A Car To Move Red Literature



Stewart also was busy rounding up alien communists following raids by the U.S. Departments of Labor and Justice. Many were being deported. In May, a radical held on the 14th floor of the New York City offices of the Department of Justice was found dead on the sidewalk below. His friends, including Mike Boda, decided they had better hide a large quantity of Red literature. To move it, they needed Boda's car.
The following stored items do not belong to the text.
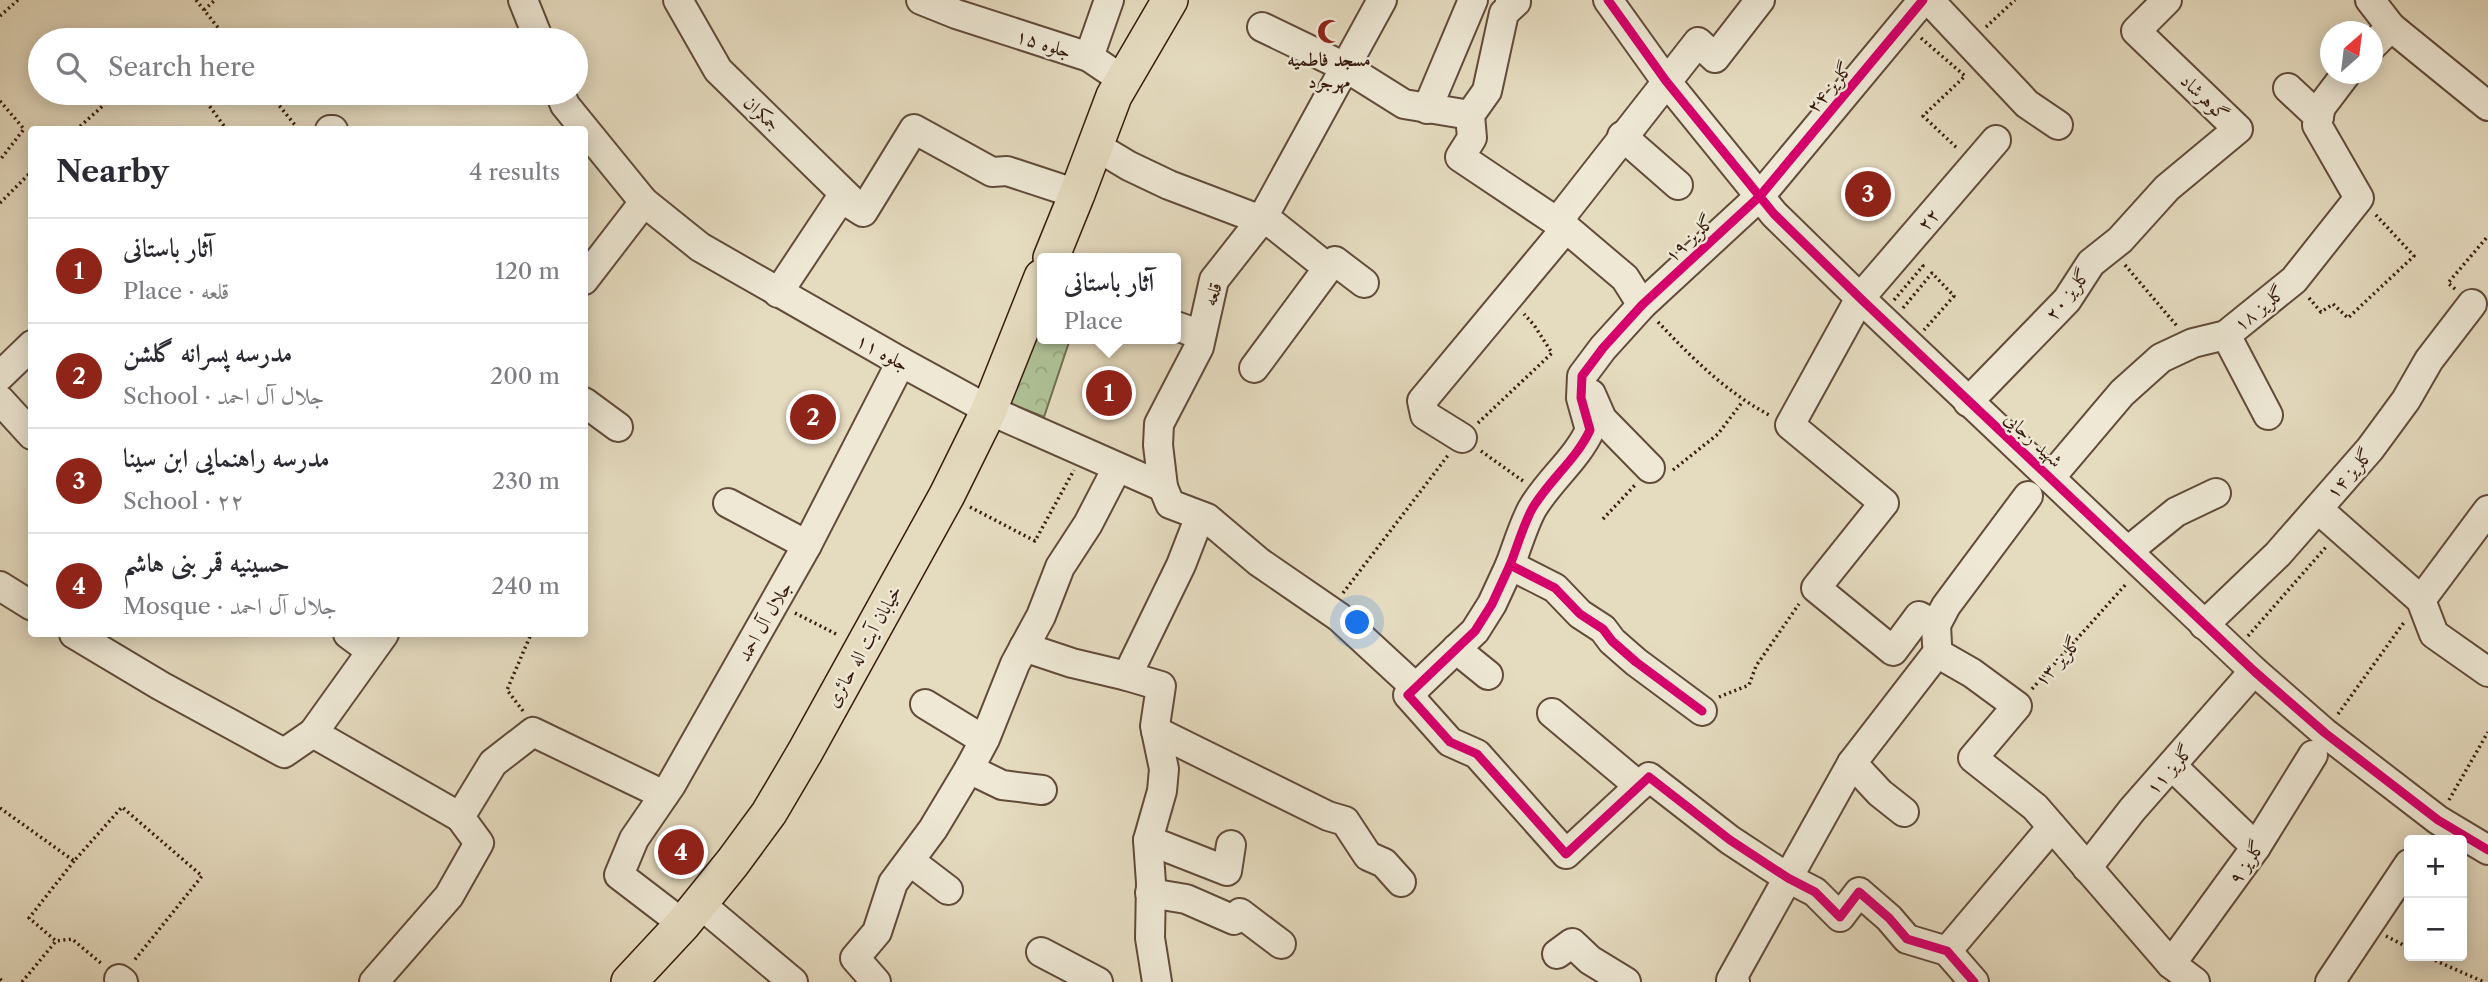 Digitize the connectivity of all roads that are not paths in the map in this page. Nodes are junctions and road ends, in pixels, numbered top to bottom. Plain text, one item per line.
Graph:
1 (523, 0) edge
2 (677, 0) edge
3 (921, 0) edge
4 (1108, 0) edge
5 (1170, 0) edge
6 (1382, 0) edge
7 (1473, 0) edge
8 (1510, 0) edge
9 (1608, 0) edge
10 (1760, 0) edge
11 (1923, 0) edge
12 (1929, 0) edge
13 (2167, 0) edge
14 (2370, 0) edge
15 (2377, 21) edge
16 (1262, 27) dead end
17 (534, 28) edge
18 (2383, 37) edge
19 (1089, 57) junction
20 (1345, 67) junction
21 (1123, 80) junction
22 (1666, 81) junction
23 (2338, 84) edge
24 (2288, 88) dead end
25 (565, 105) edge
26 (2488, 106) edge
27 (1427, 109) junction
28 (1470, 115) junction
29 (2319, 117) junction
30 (2058, 125) dead end
31 (582, 126) edge
32 (588, 133) edge
33 (1622, 136) junction
34 (1996, 140) dead end
35 (1094, 145) junction
36 (1678, 185) dead end
37 (2167, 188) joint
38 (1077, 194) junction
39 (1760, 196) junction
40 (645, 202) junction
41 (863, 212) junction
42 (1262, 219) junction
43 (1561, 225) junction
44 (1053, 253) edge
45 (1328, 268) junction
46 (588, 275) edge
47 (1364, 283) dead end
48 (1037, 290) edge
49 (778, 293) junction
50 (1860, 298) junction
51 (2472, 304) dead end
52 (1642, 305) junction
53 (1188, 331) edge
54 (2226, 335) junction
55 (28, 349) edge
56 (901, 362) junction
57 (1254, 368) dead end
58 (0, 376) edge
59 (1582, 376) junction
60 (0, 400) edge
61 (1968, 402) junction
62 (588, 405) edge
63 (989, 410) junction
64 (2268, 415) dead end
65 (618, 427) dead end
66 (28, 431) edge
67 (1462, 438) road end
68 (1117, 468) junction
69 (1650, 468) dead end
70 (2050, 478) junction
71 (2217, 493) dead end
72 (1166, 495) junction
73 (2028, 496) dead end
74 (727, 503) dead end
75 (2318, 509) junction
76 (2488, 510) edge
77 (1200, 516) junction
78 (807, 545) junction
79 (2135, 558) junction
80 (1510, 565) junction
81 (0, 586) edge
82 (2421, 600) junction
83 (28, 604) edge
84 (1936, 625) junction
85 (2204, 625) junction
86 (79, 637) edge
87 (359, 637) edge
88 (377, 642) edge
89 (1024, 647) junction
90 (1456, 649) junction
91 (1937, 653) junction
92 (2244, 662) junction
93 (2488, 672) edge
94 (1488, 674) dead end
95 (1127, 676) junction
96 (1416, 688) junction
97 (925, 704) dead end
98 (1702, 711) road end
99 (1552, 713) dead end
100 (1156, 731) junction
101 (313, 733) junction
102 (984, 740) junction
103 (2319, 744) junction
104 (1852, 763) junction
105 (2172, 766) junction
106 (969, 769) junction
107 (1639, 786) junction
108 (1042, 790) dead end
109 (664, 795) junction
110 (1904, 812) dead end
111 (460, 817) junction
112 (2052, 827) junction
113 (2431, 830) edge
114 (1148, 840) junction
115 (1231, 845) dead end
116 (2256, 847) junction
117 (2488, 850) edge
118 (909, 861) junction
119 (2087, 868) junction
120 (2404, 871) edge
121 (1788, 878) junction
122 (1401, 882) dead end
123 (948, 890) dead end
124 (1150, 893) junction
125 (691, 914) junction
126 (1753, 940) junction
127 (1281, 944) dead end
128 (1947, 951) junction
129 (1041, 952) dead end
130 (1557, 954) dead end
131 (2171, 964) junction
132 (374, 982) edge
133 (629, 982) edge
134 (793, 982) edge
135 (876, 982) edge
136 (1098, 982) edge
137 (1157, 982) edge
138 (1626, 982) edge
139 (1724, 982) edge
140 (1735, 982) edge
141 (1974, 982) edge
142 (2195, 982) edge
143 (2330, 982) edge

1 - 17 street
2 - 41 street, جمکران
3 - 19 street, جلوه ۱۵
4 - 19 street
5 - 21 main road
6 - 20 street, قلعه
7 - 27 street
8 - 28 street
9 - 22 street, شهید رجایی
10 - 22 street
11 - 39 street, گلریز ۲۴
12 - 30 street
13 - 37 street, گوهرشاد
14 - 15 street
16 - 20 street
18 - 26 street
19 - 21 street, جلوه ۱۵
20 - 27 street
20 - 42 street, قلعه
21 - 35 main road
22 - 33 street
22 - 39 street, شهید رجایی
23 - 29 street
24 - 29 street
25 - 31 street, جلوه ۱۱
27 - 28 street
28 - 43 street
29 - 54 street, گلریز ۱۸
32 - 40 street, جلوه ۱۱
33 - 36 street
33 - 43 street
34 - 50 street, ۲۲
35 - 38 main road
35 - 42 street
37 - 61 street, گلریز ۲۰
38 - 41 street
38 - 44 main road
39 - 50 street, شهید رجایی
39 - 52 street, گلریز ۱۹
40 - 46 street
40 - 49 street, جلوه ۱۱
41 - 49 street
42 - 45 street
42 - 53 street, قلعه
43 - 52 street
43 - 67 street
45 - 47 street
45 - 57 street
48 - 63 main road, خیابان آیت اله حائری
49 - 56 street, جلوه ۱۱
50 - 61 street, شهید رجایی
50 - 84 street, ۲۲
51 - 75 street, گلریز ۱۴
52 - 59 street, گلریز ۱۹
53 - 72 street, قلعه
54 - 64 street
54 - 70 street, گلریز ۱۸
55 - 58 street
56 - 63 street, جلوه ۱۱
56 - 78 street, جلال آل احمد
59 - 69 street
59 - 80 street
60 - 66 street
61 - 70 street, شهید رجایی
62 - 65 street
63 - 68 street, جلوه ۱۱
63 - 125 main road, خیابان آیت اله حائری
68 - 72 street, جلوه ۱۱
68 - 89 street
70 - 79 street, شهید رجایی
71 - 79 street
72 - 77 street, جلوه ۱۱
73 - 84 street
74 - 78 street
75 - 82 street
75 - 85 street, گلریز ۱۴
76 - 82 street
77 - 95 street
77 - 96 street, جلوه ۱۱
78 - 109 street, جلال آل احمد
79 - 85 street, شهید رجایی
80 - 90 street
80 - 98 street
81 - 83 street
82 - 93 street
84 - 91 street
85 - 92 street, شهید رجایی
86 - 101 street
87 - 88 street
88 - 101 street
89 - 95 street
89 - 102 street
90 - 94 street
90 - 96 street
91 - 104 street
91 - 112 street
92 - 103 street, شهید رجایی
92 - 105 street, گلریز ۱۱
95 - 100 street
96 - 107 street
97 - 102 street
99 - 107 street
100 - 114 street
100 - 122 street
101 - 111 street
102 - 106 street
103 - 113 street, شهید رجایی
103 - 116 street, گلریز ۹
104 - 110 street
104 - 121 street
105 - 116 street
105 - 119 street, گلریز ۱۱
106 - 108 street
106 - 118 street
107 - 121 street
109 - 111 street
109 - 125 street, جلال آل احمد
111 - 132 street
112 - 119 street
112 - 128 street
113 - 117 street, شهید رجایی
114 - 115 street
114 - 124 street
116 - 131 street, گلریز ۹
118 - 123 street
118 - 135 street
119 - 131 street
120 - 143 street
121 - 126 street
121 - 128 street
124 - 127 street
124 - 137 street
125 - 133 main road, خیابان آیت اله حائری
125 - 134 street
126 - 139 street
126 - 140 street
128 - 141 street
129 - 136 street
130 - 138 street
131 - 142 street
Boda and three others appeared at Johnson's garage. Mrs. Johnson called the police. Johnson refused to hand over the car because it had no up-to-date license plates. Boda and one man departed on a motorcycle. The other two boarded a street car. Arrested aboard the car minutes later were Nicola Sacco and Bartolomeo Vanzetti. Sacco carried a. 32-caliber pistol loaded with nine bullets, and 23 additional bullets in his pocket. Vanzetti had a fully loaded. 38-caliber revolver and four 12-gauge shotgun shells. Also found on Sacco was a notice, in Italian, of a forthcoming meeting at which Vanzetti was to speak on "the struggle for existence." The two men were active anarchists.

Bartolomeo Vanzetti and Nicola Sacco. (Courtesy, Library of Congress) Bartolomeo Vanzetti and Nicola Sacco. (Courtesy, Library of Congress)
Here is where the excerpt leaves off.